Thread: substring and POSIX re's
Hi. First: PG version 7.4 and 8.0. I have a question regarding the following simplified query: gds2=# select substring('NE NE SE 2310 FSL 330 FEL' from '^([A-Z][A-Z] )+'); substring ----------- SE (1 row) The pg docs say that this form of substring uses POSIX re's, and my understanding of POSIX re's is they are always greedy. So, why do I get only SE instead of NE NE SE? Pilot error, probably, but would someone please enlighten me? Thank you very much. Don p.s. The target string can have from 1 to 6 of the 2 char strings, not just 3 as shown in this example.
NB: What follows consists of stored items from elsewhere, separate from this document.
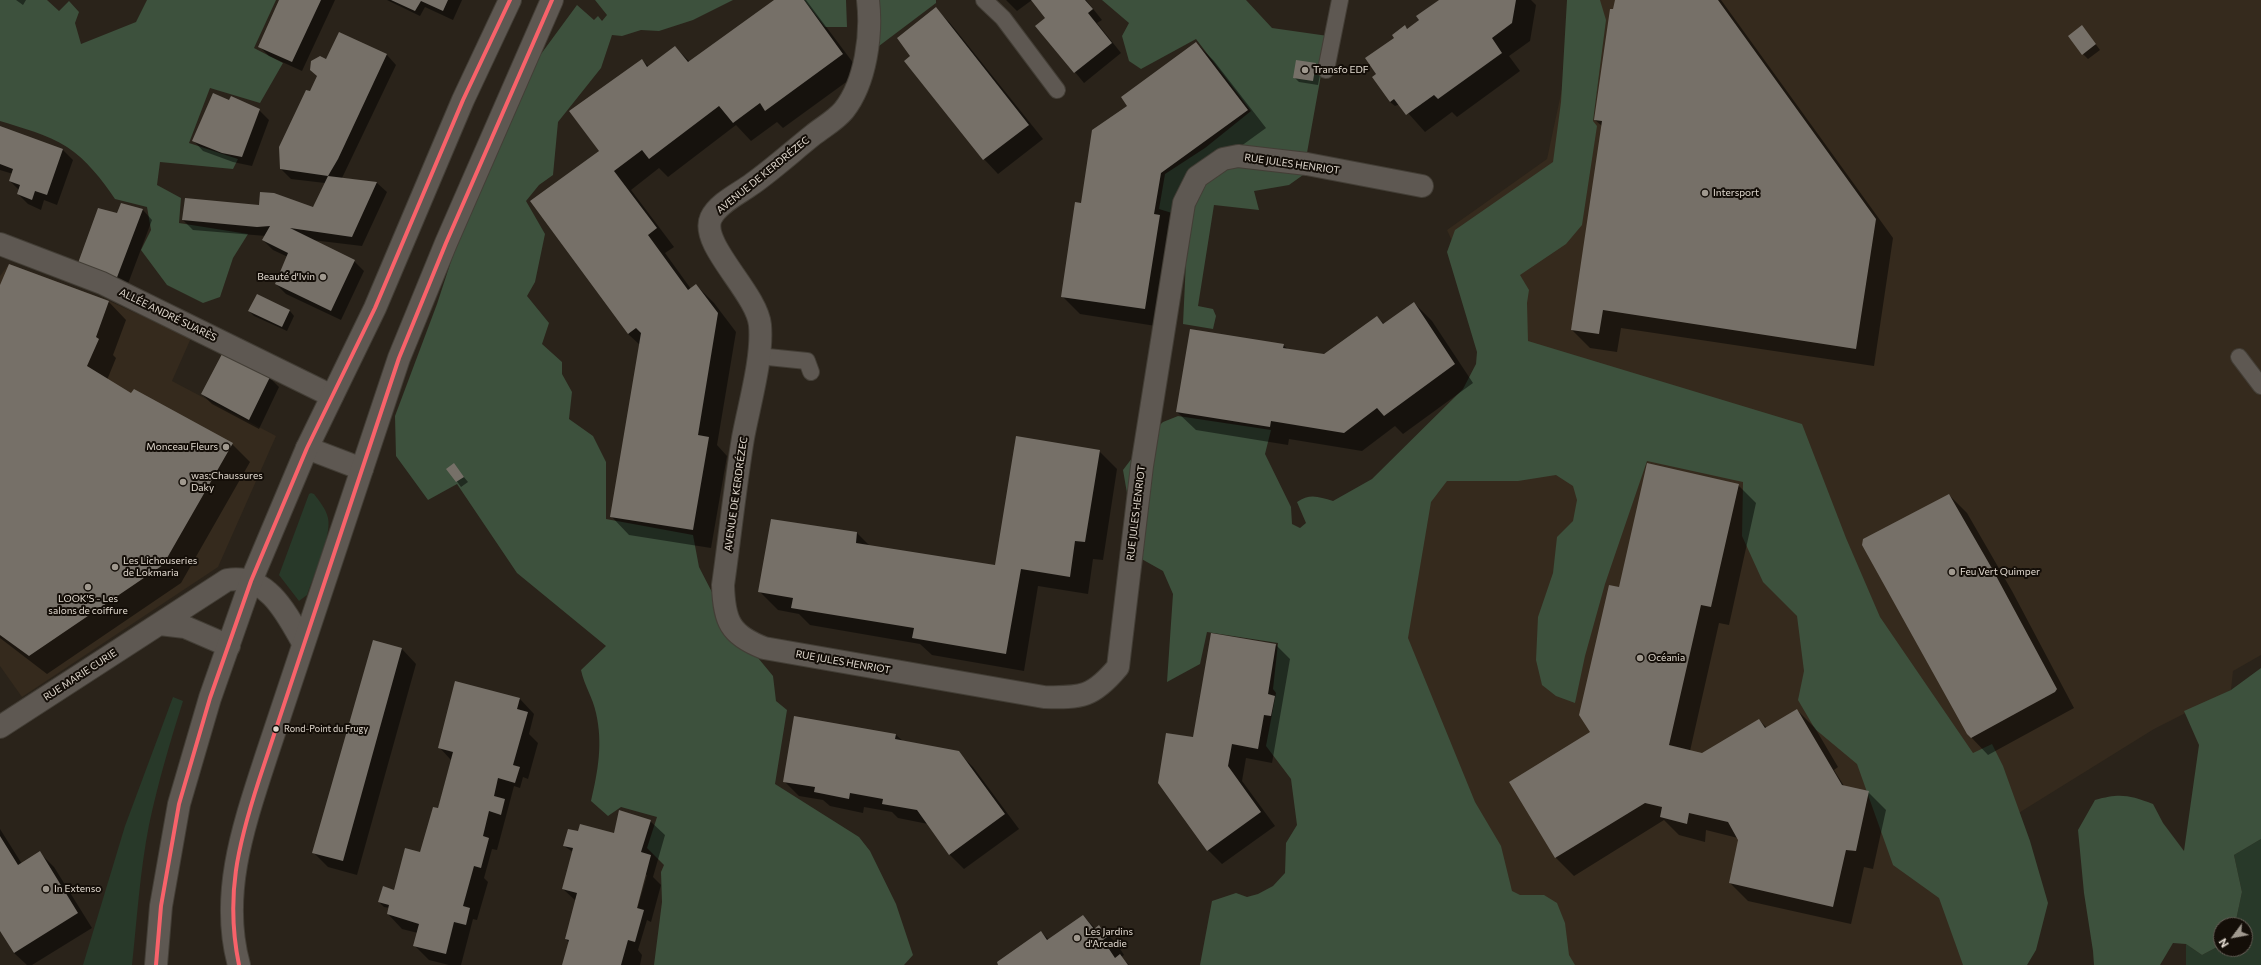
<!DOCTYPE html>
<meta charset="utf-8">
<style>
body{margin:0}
#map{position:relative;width:2261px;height:965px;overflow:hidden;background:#2a231a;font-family:Commissioner,sans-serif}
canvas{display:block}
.north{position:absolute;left:2213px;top:917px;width:40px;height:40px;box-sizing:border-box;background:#140e08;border:1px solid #665f57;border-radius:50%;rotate:238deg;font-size:11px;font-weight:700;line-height:16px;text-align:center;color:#e0d8ce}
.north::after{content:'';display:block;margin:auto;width:14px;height:18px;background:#a0998f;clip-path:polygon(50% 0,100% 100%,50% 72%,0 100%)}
</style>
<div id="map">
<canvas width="2261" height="965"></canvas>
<div class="north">N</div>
</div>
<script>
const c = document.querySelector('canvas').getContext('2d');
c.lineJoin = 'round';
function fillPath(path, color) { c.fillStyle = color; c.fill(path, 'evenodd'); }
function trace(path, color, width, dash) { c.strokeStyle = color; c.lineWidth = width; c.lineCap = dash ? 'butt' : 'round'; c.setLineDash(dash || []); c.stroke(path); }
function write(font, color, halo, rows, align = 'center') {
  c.font = font + ' Commissioner,sans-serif'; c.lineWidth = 4; c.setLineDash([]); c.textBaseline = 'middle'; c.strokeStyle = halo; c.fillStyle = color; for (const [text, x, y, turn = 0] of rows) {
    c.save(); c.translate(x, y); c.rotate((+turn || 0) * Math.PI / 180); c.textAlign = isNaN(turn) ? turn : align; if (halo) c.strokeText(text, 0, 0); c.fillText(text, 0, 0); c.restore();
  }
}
const commercial = new Path2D(`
 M1581,0H2261V655L2233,671L2231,690L2154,729L1988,832V965H1513L1288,566L1500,371L1497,339L1447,230L1547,159Z
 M9,264L109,301L191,338L172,381L276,436L218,567L22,697L0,666V276Z`);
const green = new Path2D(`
 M311,493L314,494C320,502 326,509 328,518C332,536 313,577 307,595L299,601L279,575L309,494Z
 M173,697L183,701C170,742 158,783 149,825C140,871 137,918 132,965H83L125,826Z
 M2261,839V965H2186V944L2202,955L2221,945V949H2245V925H2235L2242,892L2234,855Z`);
const forest = new Path2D(`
 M0,0H47L59,11L69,1L79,12L75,23L81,44L136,22L147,0H276L254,48L283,63L260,103L210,88L189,143L238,159L233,169L160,162L157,185L181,198L179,223L248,234L233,258L220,297L203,303L167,285L141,250L151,230L147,207L115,199C102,180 86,159 67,147C47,134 22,128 0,121Z
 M595,0H733L693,20L659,31L641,30L622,36L612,35L601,68L558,122L553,175L539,185L526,201L545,234L535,282L527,296L549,323L542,344L562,362V374L572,392L569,419L593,436L606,462V519L693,535L699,567L716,600L749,647L773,676L776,701L787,710L775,784L859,837L870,851L896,904L913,955L904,965H654L662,902L661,872L664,865L647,848L657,817L621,807L608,816L591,801C598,771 603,744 596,713C593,698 584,685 581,670L606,646L517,573L457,484L428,500L396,456L395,416L437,304L478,179L521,87L541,54L577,5L594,20L598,16L602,21L607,15Z
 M804,0H846L847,27H825Z
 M878,0H936V3L879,46Z
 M1102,0H1246L1272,28L1328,36L1303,175L1289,185L1254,191L1259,210L1214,205L1198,306L1213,309L1216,316L1213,329L1183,324L1188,218L1159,209L1165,174L1205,148L1251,111L1196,39L1141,69L1129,61L1122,36L1129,23Z
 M1567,0H1600L1606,20L1593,121L1597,126L1582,225L1566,244L1520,275L1529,290L1527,303L1528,341L1802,424L1846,538L1880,617L1973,753L1992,744L2003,766L2030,841L2048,903L2036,950L2027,965H1963L1939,898L1893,865L1857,764L1815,729L1798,700L1804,671L1797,616L1763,582L1742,536L1743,482L1647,461L1605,584L1585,656L1575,703L1556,696L1542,685L1536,660L1538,617L1553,573L1557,537L1573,521L1577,500L1573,486L1556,475L1518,481H1447L1431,502L1408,638L1475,802L1501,846L1512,891L1520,895H1544L1557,903L1565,923L1569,955L1575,965H1200L1212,901L1236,893L1247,897L1258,894L1273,886L1285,873L1286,843L1297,825L1291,779L1266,746L1276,693L1273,689L1278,643L1207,632L1200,664L1167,682L1173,594L1163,571L1138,557L1123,470L1151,433L1163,422L1178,416L1271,430L1265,454L1291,507L1292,524L1300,528L1306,523L1297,502C1310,493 1319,497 1333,501L1372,479L1463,389L1476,364L1477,352L1447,252L1455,230L1553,162L1561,102Z
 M2261,668V839L2234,855L2242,892L2235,925H2221V945L2202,955L2186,944L2173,943L2160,965H2094L2093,951L2084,893L2078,830L2095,800C2120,793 2129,795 2153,804L2163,823L2184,851L2199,745L2184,711L2231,690Z`);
const shadow = new Path2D(`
 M16,0H26L23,5Z
 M280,0H335L302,71L269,56L259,46Z
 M387,0H462L453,20L425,7L420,16Z
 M775,0H806L860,72L783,128L777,122L751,141L736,125L668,177L659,168L631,190L674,247L665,253L691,289L696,285L714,303L736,332L717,445L727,456L711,548L629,535L611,516L640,345L628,334L601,151L642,60L649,67L675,47L690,62Z
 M1006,0H1032L1017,11Z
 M1032,0H1086L1102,20L1097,23L1121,53L1084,83L1037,26L1046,18Z
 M1441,0H1531L1536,5L1530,41L1509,56L1520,71L1457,117L1452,112L1425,132L1400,104L1395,106L1390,102L1376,75L1395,38L1405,26L1408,30Z
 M1616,0H1721L1893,238L1874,366L1621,328L1617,352L1590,348L1572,330L1602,126L1595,120Z
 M936,9L950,23L1043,139L998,174L984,159L906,61L912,56Z
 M2082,26L2100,50L2088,59L2083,54Z
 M339,33L387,55L396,65L342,178L377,183L387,192L362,246L312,240L354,261L364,271L341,320L286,294L276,284L288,257L273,250L263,240L266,236L193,230L183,220L259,206L314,208L325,183L291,179L281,169L310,92Z
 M1196,43L1214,61L1266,128L1179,191L1162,327L1080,314L1062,296L1082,204Z
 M1297,61L1316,64L1321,69L1318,85L1299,82L1294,77Z
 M229,101L259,110L269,120L252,166L233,162L203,151L194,141Z
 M0,127L63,150L73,160L57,205L44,200L41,210L28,204L18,194L19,190L10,181L13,174L0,170Z
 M143,210L152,220L126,289L89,273L117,214Z
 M0,287L108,301L126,320L113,355L116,358L107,380L132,394L232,444L250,462L181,583L47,674L0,638Z
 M258,295L290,311L294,316L287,331L254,316L249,311Z
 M1414,303L1432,321L1473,383L1403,434L1395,426L1362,451L1289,439L1288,445L1196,430L1177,412L1283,345L1289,350L1324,355L1377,317L1384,324Z
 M269,377L279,387L259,429L212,404L202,394Z
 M1099,451L1117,469L1103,560L1093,559L1088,594L1038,586L1024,671L932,655L920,644L810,625L799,614L778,610L759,591L857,533L870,546L995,566Z
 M454,465L468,482L461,487L448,469Z
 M1738,485L1756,503L1729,625L1719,623L1690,751L1702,754L1759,720L1767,728L1797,710L1815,728L1838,767L1834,770L1844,786L1868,792L1886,810L1873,869L1864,867L1851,924L1748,901L1730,883L1739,840L1738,838L1706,830L1705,842L1679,835L1664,820L1574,876L1556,858L1510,782L1591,733L1620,588Z
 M1949,495L1967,513L2012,591L2074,708L1988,755L1970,736Z
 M373,641L402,649L416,664L357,875L328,867L314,853Z
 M1276,645L1290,659L1272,763L1246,758L1242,781L1275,826L1222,864L1208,850L1194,738Z
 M456,682L520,699L534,714L529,734L538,743L528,779L523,777L520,788L514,786L497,850L492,849L484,878L488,882L477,920L473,919L461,965H449L429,960L414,945L418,933L402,929L388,914L390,908L384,907L379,902L394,892L421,853L438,809L451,760L439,747Z
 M795,717L896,735L903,741L958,752L973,767L1019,829L964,869L949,854L928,824L898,818L892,812L864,807L863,813L830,806L823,800L799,796L784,781Z
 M650,821L665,835L653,877L661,885L651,922L647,920L638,950L642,955L640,965H563L569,943L566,939L576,901L563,889L573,852L564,846L614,834ZM645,874L647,875L636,913L634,912Z
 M0,829L22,864L40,853L54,867L92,928L32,965H27L14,953L0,929Z
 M1083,916L1096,929L1099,926L1117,944L1124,955L1121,957L1129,965H1000L1041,932L1049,940Z`);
const building = new Path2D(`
 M279,0H321L292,62L258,47Z
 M391,0H448L443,11L421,1L415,11Z
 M774,0H804L843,54L765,111L760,103L733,123L719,106L649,159L642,150L614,171L657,228L648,235L688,290L696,284L718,313L698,435L709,437L693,530L610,517L641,333L636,328L628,334L530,201L599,151L569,111L642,59L647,67L675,46L688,62Z
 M1031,0H1085L1093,9L1088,13L1112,43L1074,73L1035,26L1045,18Z
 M1439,0H1516L1512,23L1492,38L1502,53L1438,99L1434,95L1406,115L1394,99L1390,102L1372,77L1376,74L1365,58L1394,38L1392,35L1405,25L1407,29L1419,20L1416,16Z
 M1615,0H1718L1876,219L1856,349L1603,310L1599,334L1571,330L1602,121L1594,120L1610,9H1613Z
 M936,7L1029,125L983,160L904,61L910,56L897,38Z
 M2082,25L2096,44L2082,55L2068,36Z
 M339,32L387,54L338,159L328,176L280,169L279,147L306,90L310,91L317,76L310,70L311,61L320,56L326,59Z
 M1196,42L1248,110L1161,173L1154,214L1160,215L1145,309L1061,297L1075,202L1081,203L1092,130L1127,106L1121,97Z
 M1296,60L1316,63L1313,81L1293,78Z
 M213,93L229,100L231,96L260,109L242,157L222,153L192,141Z
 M0,126L63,149L47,195L35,191L32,200L17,194L20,185L9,181L13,169L0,164Z
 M328,176L377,182L352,237L290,228L355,260L331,311L275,284L288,253L262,240L270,226L257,227L182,220L185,198L259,205L260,192L274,193L313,207Z
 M121,203L143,209L116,280L78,263L98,208L117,213Z
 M9,264L109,301L96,337L99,339L87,366L131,393L134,389L233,443L163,565L29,656L0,635V285Z
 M257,294L290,310L282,327L248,311Z
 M1414,302L1455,364L1384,416L1377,408L1344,433L1271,421L1270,427L1176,412L1190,329L1284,344L1283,348L1324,354L1377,316L1383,324Z
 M222,354L270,377L249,420L201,394Z
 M1016,436L1100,450L1085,542L1075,541L1070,577L1021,569L1006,654L912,638L914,628L791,608L793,598L758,592L771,519L857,532L856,543L995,565Z
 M454,463L464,477L456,482L446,469Z
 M1647,463L1739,484L1711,607L1701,605L1669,745L1702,753L1759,719L1765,728L1797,709L1842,785L1869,791L1856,851L1846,850L1833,907L1729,883L1738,840L1728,822L1689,813L1687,824L1660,817L1662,807L1645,803L1555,858L1509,782L1590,732L1579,715L1609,585L1619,587Z
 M1949,494L1994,572L2057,689L2055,692L1971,738L1967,734L1862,545L1863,539Z
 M1211,633L1276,644L1268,694L1275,696L1271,716L1264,715L1258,749L1232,744L1228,766L1261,812L1207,851L1158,783L1166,733L1193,737Z
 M373,640L402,648L343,861L312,853Z
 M455,681L520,698L517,709L528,712L513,765L520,767L515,783L498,778L494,796L505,799L501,815L489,811L483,836L489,838L481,868L474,866L463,906L470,908L466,925L454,922L446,954L413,946L419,924L387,914L389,905L378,902L383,886L394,890L405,848L420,852L433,807L438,808L453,752L438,748Z
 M794,716L896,734L895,739L959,751L1005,814L949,855L917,810L882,804L883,799L850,793L849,799L814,792L815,787L783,782Z
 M619,810L651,820L641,852L651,855L637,908L644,910L635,942L628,940L621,965H562L569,940L565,939L577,893L562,889L573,848L563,846L568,829L578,831L580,824L614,833Z
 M0,836L18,865L40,851L78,913L14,953L0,931Z
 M1083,915L1094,929L1099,925L1107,937L1103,940L1115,958L1120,954L1128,965H998L997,962L1041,931L1047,940Z`);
const service = new Path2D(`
 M984,0L1003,18L1057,90
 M1326,70L1340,0
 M758,356L807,361L811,372
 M2239,357L2261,386`);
const minor = new Path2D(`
 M868,0C872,34 866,82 844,110C836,120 823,127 813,135C793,151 773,169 752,184C740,193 718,203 711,218C699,244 757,293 760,325C763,358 749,405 743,438C735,487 730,536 723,585C724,621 730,635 764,648L1044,697C1082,698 1093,697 1118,667L1142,466L1184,203L1197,177L1223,159L1238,156L1307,164L1422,186
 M0,244L102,283L332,396
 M307,448L362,469
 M160,624L185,627L229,646
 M0,727L227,580C267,573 287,614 303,643`);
const tertiary = new Path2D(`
 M156,965L161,906L179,804L210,698L251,581L307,448L375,308L463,100L510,0
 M239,965C219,893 245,822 267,754L399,358L446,243L552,0`);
const bus1 = new Path2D(`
 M156,965L161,906L179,804L210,698L251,581L307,448L375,308L463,100L510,0
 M239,965C225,896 238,845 259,780L399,358L446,243L552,0`);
const markers = [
 [1305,70,4,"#a0998f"],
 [1705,193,4,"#a0998f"],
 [323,277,4,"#a0998f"],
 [226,447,4,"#a0998f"],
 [183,482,4,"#a0998f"],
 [115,567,4,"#a0998f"],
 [1952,572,4,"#a0998f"],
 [88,587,4,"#a0998f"],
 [1640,658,4,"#a0998f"],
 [276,729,3.5,"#e0d8ce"],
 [46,889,4,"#a0998f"],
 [1077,938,4,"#a0998f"]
];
const busNames = [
 ["Rond-Point du Frugy",284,729]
];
const poiNames = [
 ["Transfo EDF",1313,70],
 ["Intersport",1713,193],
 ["Beauté d'Ivin",315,277,"right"],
 ["Monceau Fleurs",218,447,"right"],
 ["was:Chaussures",191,476],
 ["Daky",191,488],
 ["Les Lichouseries",123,561],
 ["de Lokmaria",123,573],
 ["Feu Vert Quimper",1960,572],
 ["LOOK'S - Les",88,599,"center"],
 ["salons de coiffure",88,611,"center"],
 ["Océania",1648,658],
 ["In Extenso",54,889],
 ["Les Jardins",1085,932],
 ["d'Arcadie",1085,944]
];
const streetNames = [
 ["RUE JULES HENRIOT",1292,164,8],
 ["AVENUE DE KERDRÉZEC",763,175,-39],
 ["ALLÉE ANDRÉ SUARÈS",168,315,26],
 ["AVENUE DE KERDRÉZEC",736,494,-82],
 ["RUE JULES HENRIOT",1136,513,-83],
 ["RUE JULES HENRIOT",843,662,10],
 ["RUE MARIE CURIE",80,675,-33]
];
fillPath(commercial, '#352a1d');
fillPath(green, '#283929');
fillPath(forest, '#3d513d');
fillPath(shadow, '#0007');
fillPath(building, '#767068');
trace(service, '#433e36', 18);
trace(minor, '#433e36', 24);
trace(tertiary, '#433e36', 24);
trace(service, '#5e5852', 16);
trace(minor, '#5e5852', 22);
trace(tertiary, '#5e5852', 22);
trace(bus1, '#f8626a', 4);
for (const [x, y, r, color] of markers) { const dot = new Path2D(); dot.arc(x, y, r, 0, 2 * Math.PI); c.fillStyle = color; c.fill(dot); trace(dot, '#140e08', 1.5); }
write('9px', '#e0d8ce', '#140e08', busNames, 'left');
write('10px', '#e0d8ce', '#140e08', poiNames, 'left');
write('10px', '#e0d8ce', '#140e08', streetNames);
</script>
Don Isgitt <djisgitt@soundenergy.com> writes: > gds2=# select substring('NE NE SE 2310 FSL 330 FEL' from '^([A-Z][A-Z] )+'); > substring > ----------- > SE > (1 row) > The pg docs say that this form of substring uses POSIX re's, and my > understanding of POSIX re's is they are always greedy. So, why do I get > only SE instead of NE NE SE? Pilot error, probably, but would someone > please enlighten me? Thank you very much. I think you want regression=# select substring('NE NE SE 2310 FSL 330 FEL' from '^(([A-Z][A-Z] )+)'); substring ----------- NE NE SE (1 row) ie, you need the "+" to be *inside* the capturing parentheses. When it's outside, I guess the engine chooses to consider the last match of the parenthesized subexpression as the thing to return. (I can't recall if this choice is specified in the docs or not.) regards, tom lane
Tom Lane wrote: >Don Isgitt <djisgitt@soundenergy.com> writes: > > >>gds2=# select substring('NE NE SE 2310 FSL 330 FEL' from '^([A-Z][A-Z] )+'); >> substring >>----------- >> SE >>(1 row) >> >> > > > >>The pg docs say that this form of substring uses POSIX re's, and my >>understanding of POSIX re's is they are always greedy. So, why do I get >>only SE instead of NE NE SE? Pilot error, probably, but would someone >>please enlighten me? Thank you very much. >> >> > >I think you want > >regression=# select substring('NE NE SE 2310 FSL 330 FEL' from '^(([A-Z][A-Z] )+)'); > substring >----------- > NE NE SE >(1 row) > >ie, you need the "+" to be *inside* the capturing parentheses. When >it's outside, I guess the engine chooses to consider the last match >of the parenthesized subexpression as the thing to return. (I can't >recall if this choice is specified in the docs or not.) > > regards, tom lane > > > > Thanks, Tom. Interestingly enough, neither my original query or your corrected one returns anything with pg 7.4--another good reason to upgrade to 8.* Don
On Tue, Apr 19, 2005 at 11:17:46AM -0500, Don Isgitt wrote: > > Thanks, Tom. Interestingly enough, neither my original query or your > corrected one returns anything with pg 7.4--another good reason to > upgrade to 8.* Hmmm...for me both queries give the results shown if I run them in 7.3.9, 7.4.7, 8.0.2, or 8.1devel. What's different about your 7.4 installation? -- Michael Fuhr http://www.fuhr.org/~mfuhr/
On Tue, Apr 19, 2005 at 10:03:45AM -0600, Michael Fuhr wrote: > On Tue, Apr 19, 2005 at 11:17:46AM -0500, Don Isgitt wrote: > > > > Thanks, Tom. Interestingly enough, neither my original query or your > > corrected one returns anything with pg 7.4--another good reason to > > upgrade to 8.* > > Hmmm...for me both queries give the results shown if I run them in > 7.3.9, 7.4.7, 8.0.2, or 8.1devel. What's different about your 7.4 > installation? Maybe the regex_flavor setting? (not sure of the exact name) -- Alvaro Herrera (<alvherre[@]dcc.uchile.cl>) Maybe there's lots of data loss but the records of data loss are also lost. (Lincoln Yeoh)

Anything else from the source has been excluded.